Easley is told how Helen remade herself in order to pursue her goal. How she chose to leave her ailing father behind. How she worked her way out to Adak with a troupe from the USO, learned he had assumed his brother’s identity. How his plane was seen shot down near Attu and yet still she believed. How, in the end, a source she discovered here at home gave her a tip about a man found alone on Attu. How that tip led her to call a high-ranking officer she met on Adak, how Adak led to Anchorage—
“The hospital at Fort Richardson?”
Sorenson turns to face him. “She called there pretending to be a reporter from the Post-Intelligencer.”
Easley sits with the thought for a moment or two, then slowly shakes his head.
“Said she wanted to confirm the rumors of a man who survived being shot down over Japanese-occupied Attu.” Sorenson clearly delights recounting the tale. “A man who ‘outlasted the invaders.’ But by the time she had connected the dots, your plane was in the air.”
Easley stares out the window, tries to imagine it, but comes up only with the image of Helen’s mouth set in determination, her small fists clenched at her sides. During his ordeal, he had tried so often to conjure soothing images of her waiting for him, safe at home. Tried to draw comfort from such wishful thinking. Faced with the account Sorenson now provides, it is clear he has almost everything to learn about the woman who shares his name.

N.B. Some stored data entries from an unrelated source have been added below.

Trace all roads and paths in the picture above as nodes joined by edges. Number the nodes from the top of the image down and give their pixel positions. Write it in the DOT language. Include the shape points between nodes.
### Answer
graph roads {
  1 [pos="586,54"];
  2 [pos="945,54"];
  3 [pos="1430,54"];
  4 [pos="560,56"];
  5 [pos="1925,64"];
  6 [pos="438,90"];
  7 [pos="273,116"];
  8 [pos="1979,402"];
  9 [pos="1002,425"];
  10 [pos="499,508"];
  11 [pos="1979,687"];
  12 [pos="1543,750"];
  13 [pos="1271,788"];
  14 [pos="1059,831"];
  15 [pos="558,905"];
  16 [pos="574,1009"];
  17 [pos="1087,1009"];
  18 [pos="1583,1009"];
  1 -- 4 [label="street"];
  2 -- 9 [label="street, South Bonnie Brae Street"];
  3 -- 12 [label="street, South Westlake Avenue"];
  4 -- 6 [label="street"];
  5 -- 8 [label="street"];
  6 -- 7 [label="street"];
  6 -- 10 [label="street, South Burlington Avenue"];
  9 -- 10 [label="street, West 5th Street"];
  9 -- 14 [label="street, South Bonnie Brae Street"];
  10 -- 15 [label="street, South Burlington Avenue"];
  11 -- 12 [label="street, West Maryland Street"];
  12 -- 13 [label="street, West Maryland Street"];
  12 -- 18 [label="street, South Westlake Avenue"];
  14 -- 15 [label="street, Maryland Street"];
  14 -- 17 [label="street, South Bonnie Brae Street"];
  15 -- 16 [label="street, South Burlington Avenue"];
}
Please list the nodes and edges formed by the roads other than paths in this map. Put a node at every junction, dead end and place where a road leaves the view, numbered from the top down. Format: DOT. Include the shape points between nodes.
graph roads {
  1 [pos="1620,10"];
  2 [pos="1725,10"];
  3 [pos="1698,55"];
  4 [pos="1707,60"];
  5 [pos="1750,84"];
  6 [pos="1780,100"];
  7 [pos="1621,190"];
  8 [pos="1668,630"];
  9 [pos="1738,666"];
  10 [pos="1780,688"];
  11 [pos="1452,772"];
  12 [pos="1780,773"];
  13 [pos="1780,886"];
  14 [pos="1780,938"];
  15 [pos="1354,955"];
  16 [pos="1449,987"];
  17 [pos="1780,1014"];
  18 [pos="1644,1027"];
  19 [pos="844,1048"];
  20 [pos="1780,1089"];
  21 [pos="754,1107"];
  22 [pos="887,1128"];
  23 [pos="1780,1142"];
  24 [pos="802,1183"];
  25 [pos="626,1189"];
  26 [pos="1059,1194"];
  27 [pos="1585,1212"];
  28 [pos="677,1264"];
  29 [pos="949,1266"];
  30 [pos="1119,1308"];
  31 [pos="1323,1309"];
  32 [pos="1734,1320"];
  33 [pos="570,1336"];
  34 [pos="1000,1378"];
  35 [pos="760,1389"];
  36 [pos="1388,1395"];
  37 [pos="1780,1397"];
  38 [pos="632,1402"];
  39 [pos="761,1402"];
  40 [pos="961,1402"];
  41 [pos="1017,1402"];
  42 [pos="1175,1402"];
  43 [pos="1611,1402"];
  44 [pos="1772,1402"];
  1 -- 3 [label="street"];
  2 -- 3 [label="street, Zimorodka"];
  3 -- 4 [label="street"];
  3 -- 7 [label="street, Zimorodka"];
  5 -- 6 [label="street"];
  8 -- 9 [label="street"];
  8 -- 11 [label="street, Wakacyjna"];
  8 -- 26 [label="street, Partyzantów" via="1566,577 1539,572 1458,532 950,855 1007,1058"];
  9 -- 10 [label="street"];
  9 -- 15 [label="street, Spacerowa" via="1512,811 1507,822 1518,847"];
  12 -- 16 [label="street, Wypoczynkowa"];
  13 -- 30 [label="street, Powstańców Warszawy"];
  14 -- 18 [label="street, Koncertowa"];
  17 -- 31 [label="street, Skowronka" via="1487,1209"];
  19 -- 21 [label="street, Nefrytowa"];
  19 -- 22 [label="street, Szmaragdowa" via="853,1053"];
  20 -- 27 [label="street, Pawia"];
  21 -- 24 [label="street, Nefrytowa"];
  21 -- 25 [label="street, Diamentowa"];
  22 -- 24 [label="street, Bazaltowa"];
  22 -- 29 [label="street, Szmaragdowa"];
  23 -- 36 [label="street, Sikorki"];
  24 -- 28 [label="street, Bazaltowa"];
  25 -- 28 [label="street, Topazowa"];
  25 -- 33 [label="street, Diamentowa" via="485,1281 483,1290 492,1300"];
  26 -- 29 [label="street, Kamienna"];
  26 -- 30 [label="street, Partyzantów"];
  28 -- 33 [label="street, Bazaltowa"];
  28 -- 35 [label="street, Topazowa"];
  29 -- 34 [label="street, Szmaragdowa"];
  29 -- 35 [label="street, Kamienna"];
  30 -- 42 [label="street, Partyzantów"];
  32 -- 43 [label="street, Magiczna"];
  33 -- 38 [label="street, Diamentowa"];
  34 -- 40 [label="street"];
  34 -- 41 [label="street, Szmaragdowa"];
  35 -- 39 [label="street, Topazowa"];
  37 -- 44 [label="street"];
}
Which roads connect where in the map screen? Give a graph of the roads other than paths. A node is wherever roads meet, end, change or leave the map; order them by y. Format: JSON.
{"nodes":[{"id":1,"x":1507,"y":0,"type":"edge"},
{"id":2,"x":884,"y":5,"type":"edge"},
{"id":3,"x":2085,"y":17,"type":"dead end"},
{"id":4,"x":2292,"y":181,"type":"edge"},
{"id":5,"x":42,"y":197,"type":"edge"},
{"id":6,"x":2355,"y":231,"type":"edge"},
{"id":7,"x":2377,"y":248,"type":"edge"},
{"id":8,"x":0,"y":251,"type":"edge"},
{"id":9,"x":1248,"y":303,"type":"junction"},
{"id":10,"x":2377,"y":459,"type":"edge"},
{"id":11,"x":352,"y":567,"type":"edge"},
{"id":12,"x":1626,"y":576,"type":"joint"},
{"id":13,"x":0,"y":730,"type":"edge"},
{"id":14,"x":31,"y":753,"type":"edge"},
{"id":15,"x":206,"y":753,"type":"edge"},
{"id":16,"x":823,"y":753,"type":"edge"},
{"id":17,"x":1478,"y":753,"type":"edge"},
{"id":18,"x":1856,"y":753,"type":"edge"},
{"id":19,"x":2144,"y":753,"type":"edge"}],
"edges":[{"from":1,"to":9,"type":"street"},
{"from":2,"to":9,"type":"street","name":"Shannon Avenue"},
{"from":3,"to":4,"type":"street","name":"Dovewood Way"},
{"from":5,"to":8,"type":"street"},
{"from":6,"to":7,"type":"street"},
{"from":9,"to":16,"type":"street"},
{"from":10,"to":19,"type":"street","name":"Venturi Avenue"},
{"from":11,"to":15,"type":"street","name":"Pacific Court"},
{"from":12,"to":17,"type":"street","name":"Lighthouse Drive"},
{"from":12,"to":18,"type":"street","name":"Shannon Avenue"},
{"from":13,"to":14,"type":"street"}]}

A few blocks more and they will take a right at her family’s parish church, travel west, under the shade of those old maple trees, pull up to the curb with the passenger’s side facing the house. Easley will open the door, hoist himself up with as much grace as he can manage. Helen will see him achieve his natural height, stand on his one good leg without help from anyone. Then he will take up the crutches. He will hide nothing from her, but he is intent on showing her all that he can still accomplish.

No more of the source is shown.